Mais cette décision s’est retournée contre lui, touchant plutôt les recettes publiques. Les agences de notation ont ensuite rétrogradé le Sri Lanka à des niveaux proches de la valeur par défaut, ce qui signifie que le pays a perdu l’accès aux marchés étrangers. Sri Lanka a alors dû utiliser ses réserves de change pour rembourser la dette publique. Cela a affecté les importations de carburant et d’autres produits de première nécessité, ce qui a fait grimper les prix.

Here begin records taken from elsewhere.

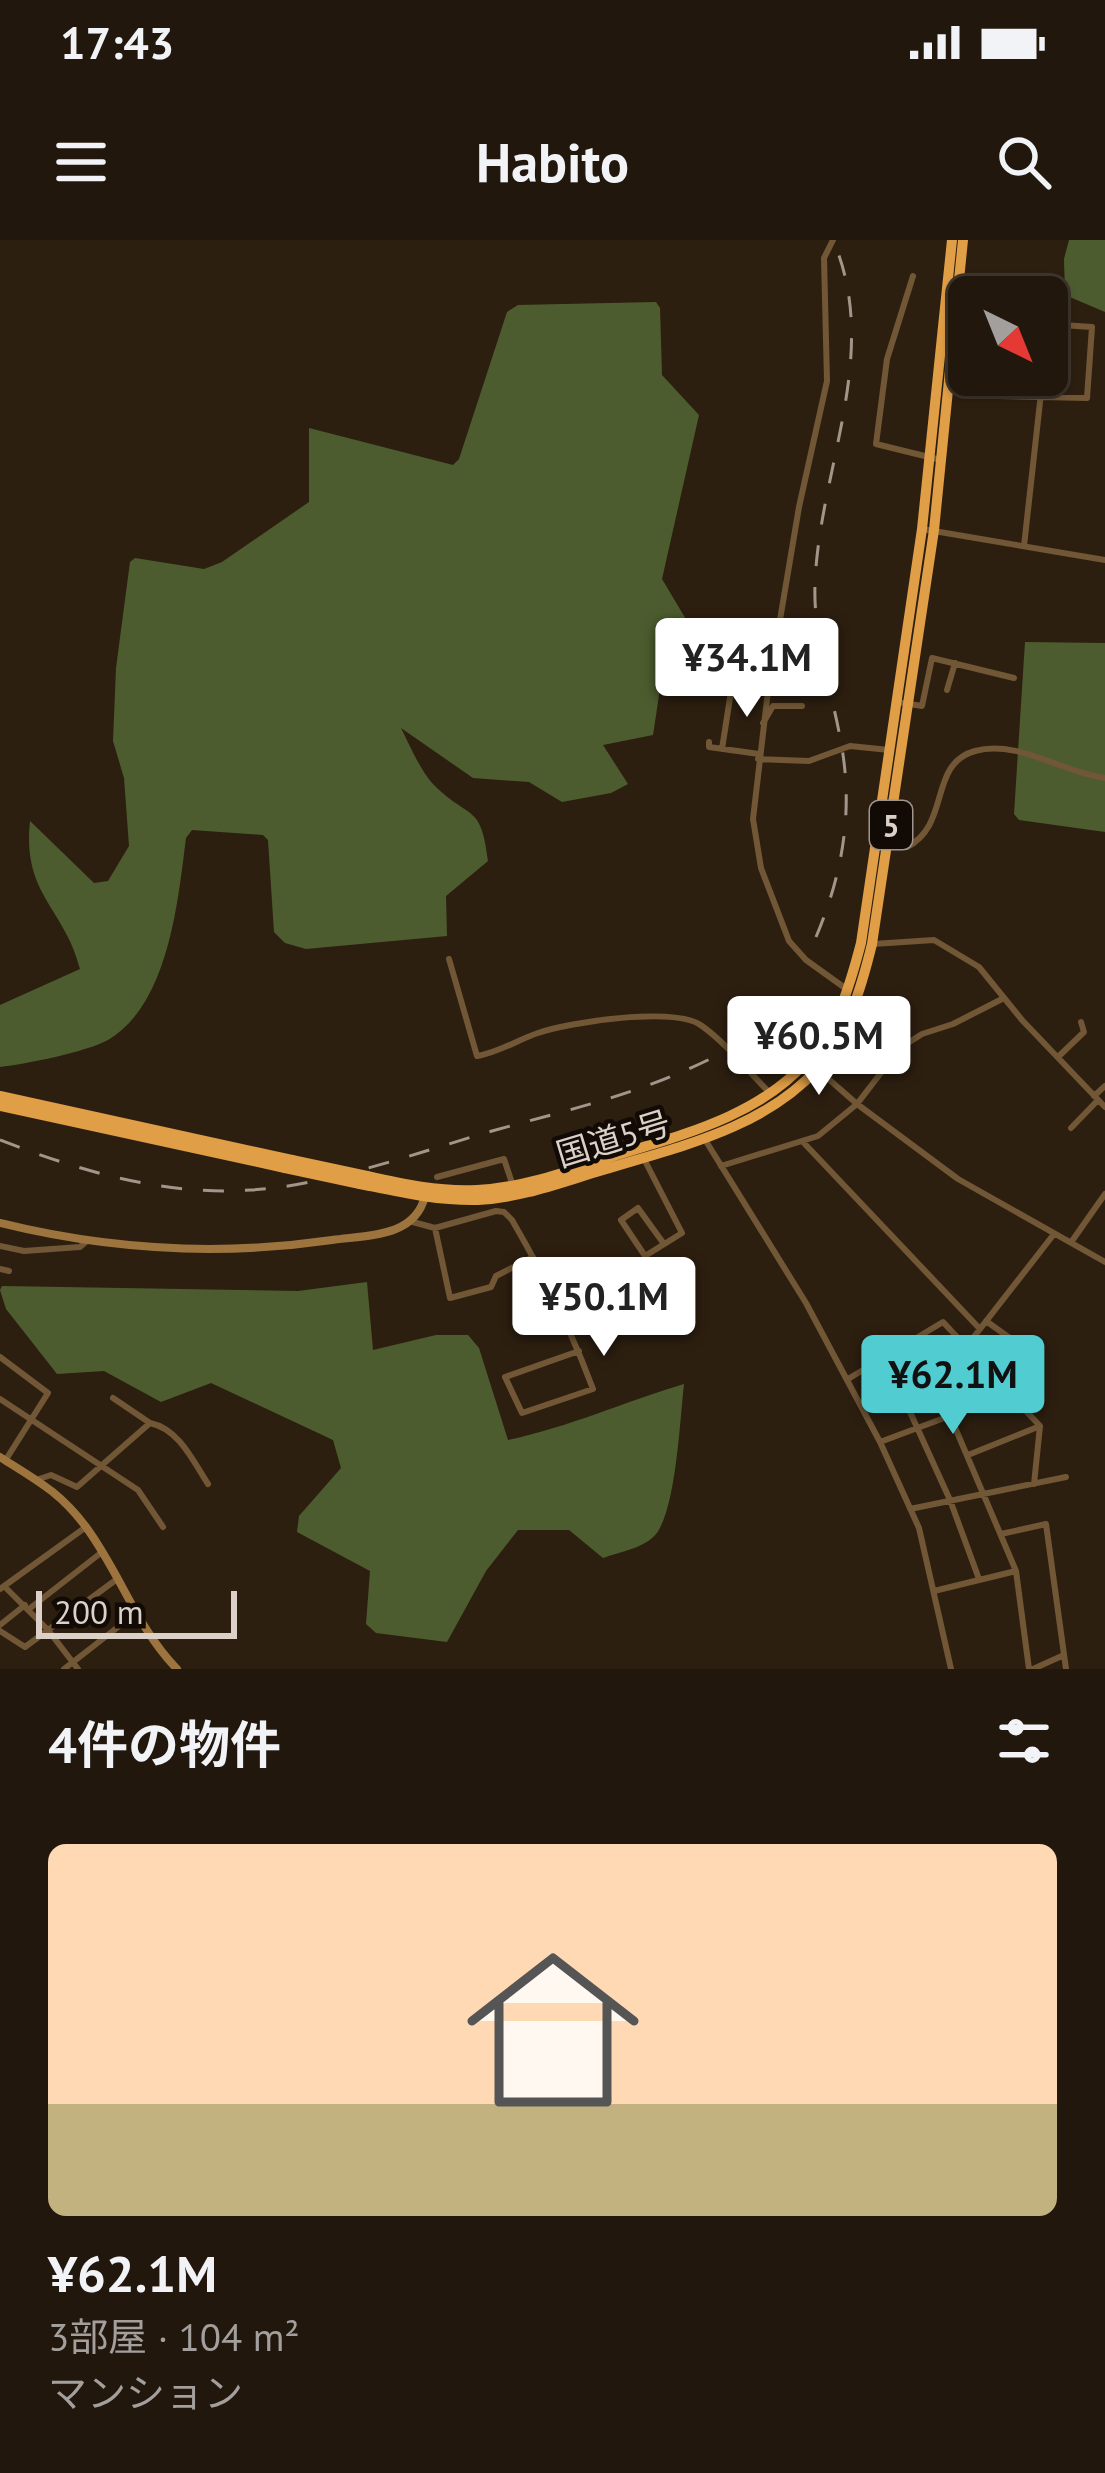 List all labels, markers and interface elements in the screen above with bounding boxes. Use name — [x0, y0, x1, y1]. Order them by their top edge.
text: 17:43 — [60, 13, 174, 71]
text: Habito — [476, 127, 629, 197]
icon: menu — [48, 129, 114, 195]
icon: search — [991, 129, 1057, 195]
north arrow — [948, 276, 1068, 396]
map controls — [948, 276, 1068, 396]
pin: ¥34.1M — [649, 618, 845, 720]
text: ¥34.1M — [682, 631, 812, 682]
road number: 5 — [870, 801, 912, 849]
pin: ¥60.5M — [721, 996, 917, 1098]
text: ¥60.5M — [754, 1009, 884, 1060]
street label: 国道5号 — [551, 1100, 675, 1176]
pin: ¥50.1M — [506, 1257, 702, 1359]
text: ¥50.1M — [539, 1270, 669, 1321]
pin: ¥62.1M — [855, 1335, 1051, 1437]
text: ¥62.1M — [888, 1348, 1018, 1399]
scale bar — [36, 1585, 237, 1638]
text: 200 m — [54, 1590, 144, 1633]
icon: filters — [991, 1708, 1057, 1774]
text: 4件の物件 — [48, 1711, 281, 1777]
icon: home — [445, 1922, 661, 2138]
text: ¥62.1M — [48, 2240, 217, 2306]
text: 3部屋 · 104 m² — [48, 2311, 300, 2362]
text: マンション — [48, 2367, 243, 2418] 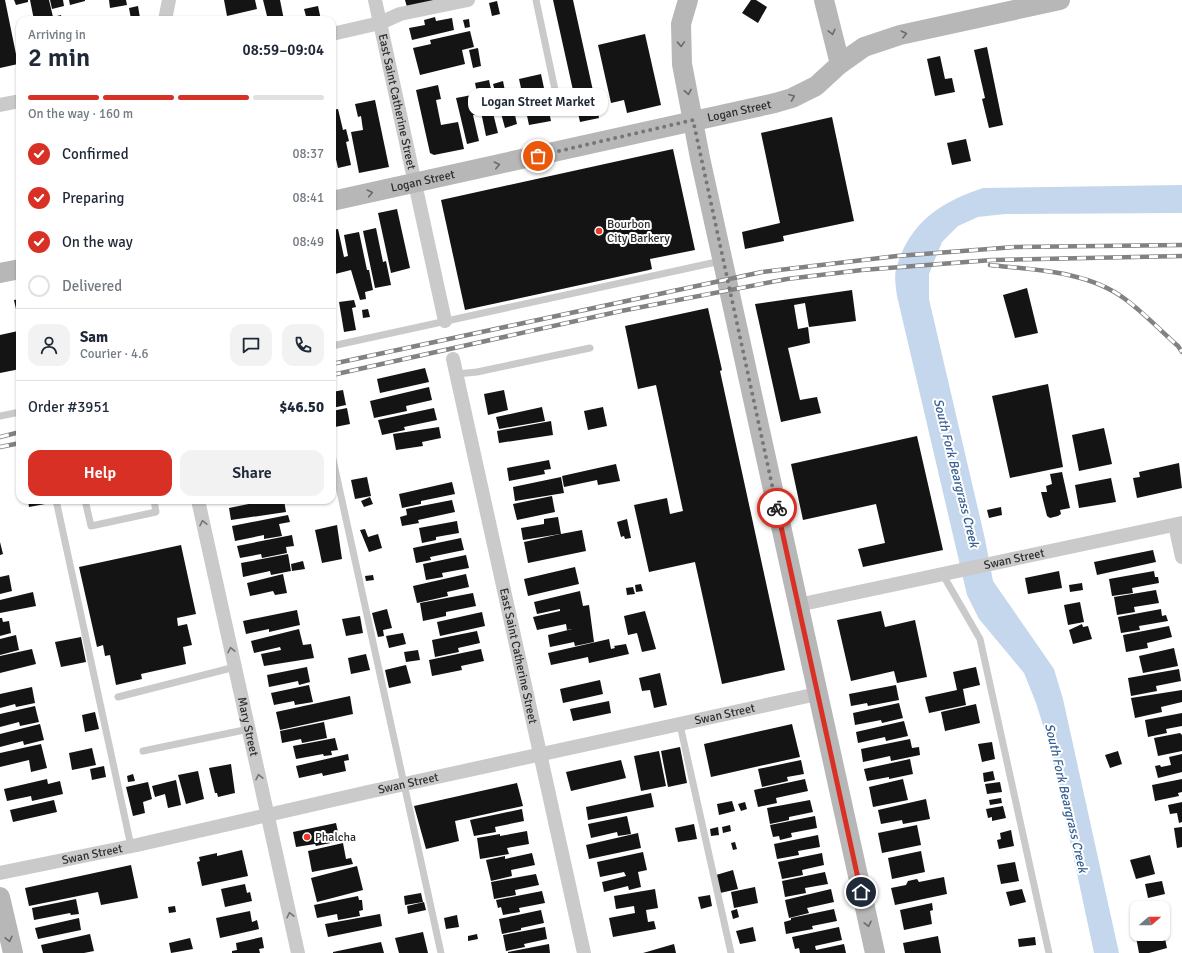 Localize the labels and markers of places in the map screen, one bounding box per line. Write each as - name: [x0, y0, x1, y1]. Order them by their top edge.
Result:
- callout: Logan Street Market: [468, 88, 608, 116]
- pin: [521, 139, 555, 173]
- place label: Bourbon City Barkery: [607, 217, 670, 246]
- marker: Bourbon City Barkery: [594, 226, 604, 236]
- place label: Phalcha: [315, 830, 356, 845]
- marker: Phalcha: [302, 832, 312, 842]
- pin: [844, 875, 878, 909] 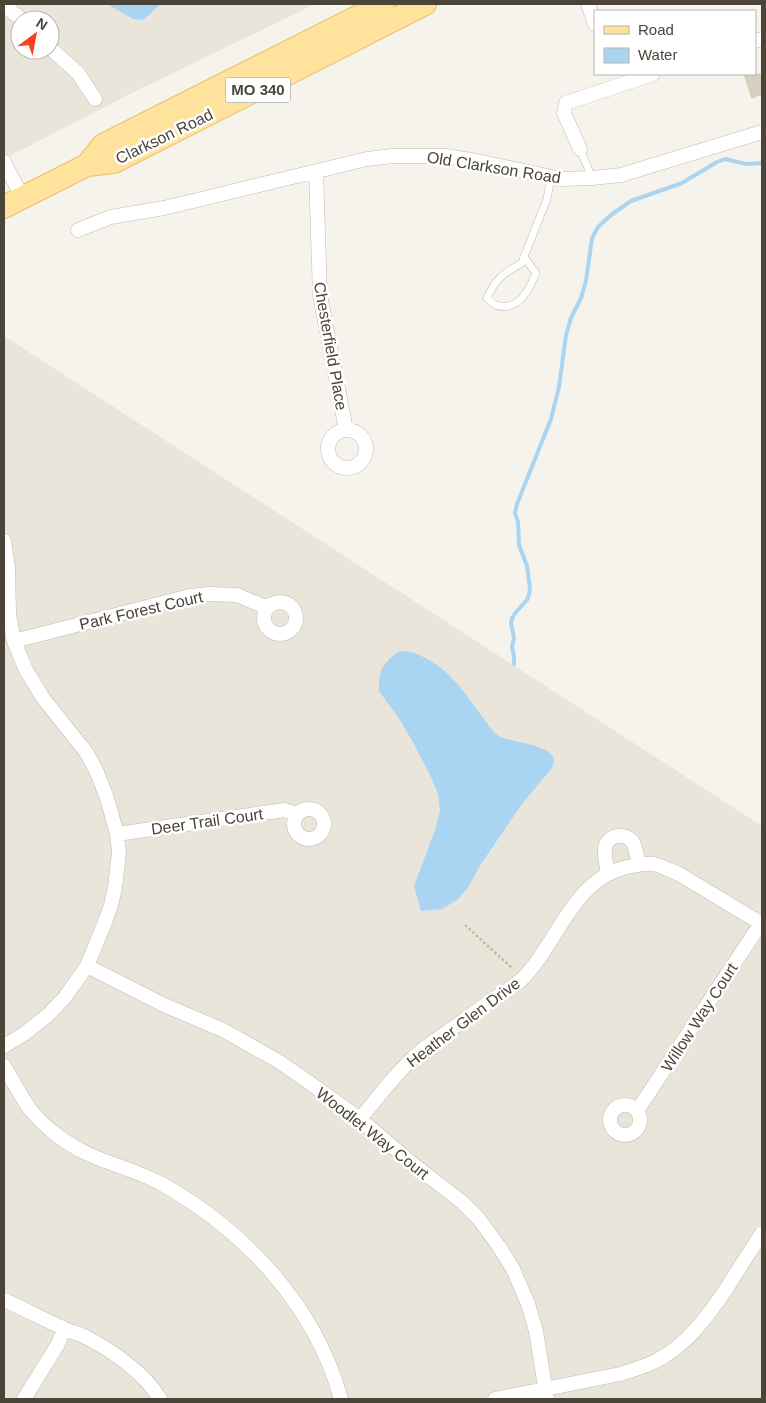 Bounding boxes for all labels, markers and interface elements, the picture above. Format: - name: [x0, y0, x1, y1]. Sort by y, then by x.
- north arrow: [10, 10, 60, 60]
- legend: [594, 10, 756, 75]
- text: N: [33, 15, 50, 33]
- text: Road: [638, 21, 674, 38]
- text: Water: [638, 46, 677, 63]
- road number: MO 340: [226, 78, 290, 102]
- street label: Clarkson Road: [113, 106, 216, 167]
- street label: Old Clarkson Road: [426, 149, 562, 186]
- street label: Chesterfield Place: [311, 281, 350, 412]
- street label: Park Forest Court: [78, 588, 205, 633]
- street label: Deer Trail Court: [150, 805, 265, 838]
- street label: Willow Way Court: [658, 959, 741, 1075]
- street label: Heather Glen Drive: [403, 974, 523, 1070]
- street label: Woodlet Way Court: [313, 1084, 433, 1183]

Dans les rues, le public autrefois adoré des Rajapaksa s’est retrouvé incapable de nourrir sa famille ou de faire le plein de ses véhicules. Désormais, les gens doivent faire la queue pendant des heures pour obtenir du carburant, se heurtant souvent à la police et à l’armée pendant qu’ils attendent. Les rayons des supermarchés sont vides. Les stocks de médicaments s’amenuisent dangereusement.

Et ce sont les Rajapaksas qu’ils blâment. Depuis des mois, des Sri Lankais en colère sont descendus dans la rue, accusant Gotabaya et Mahinda Rajapaksa de mauvaise gestion de l’économie.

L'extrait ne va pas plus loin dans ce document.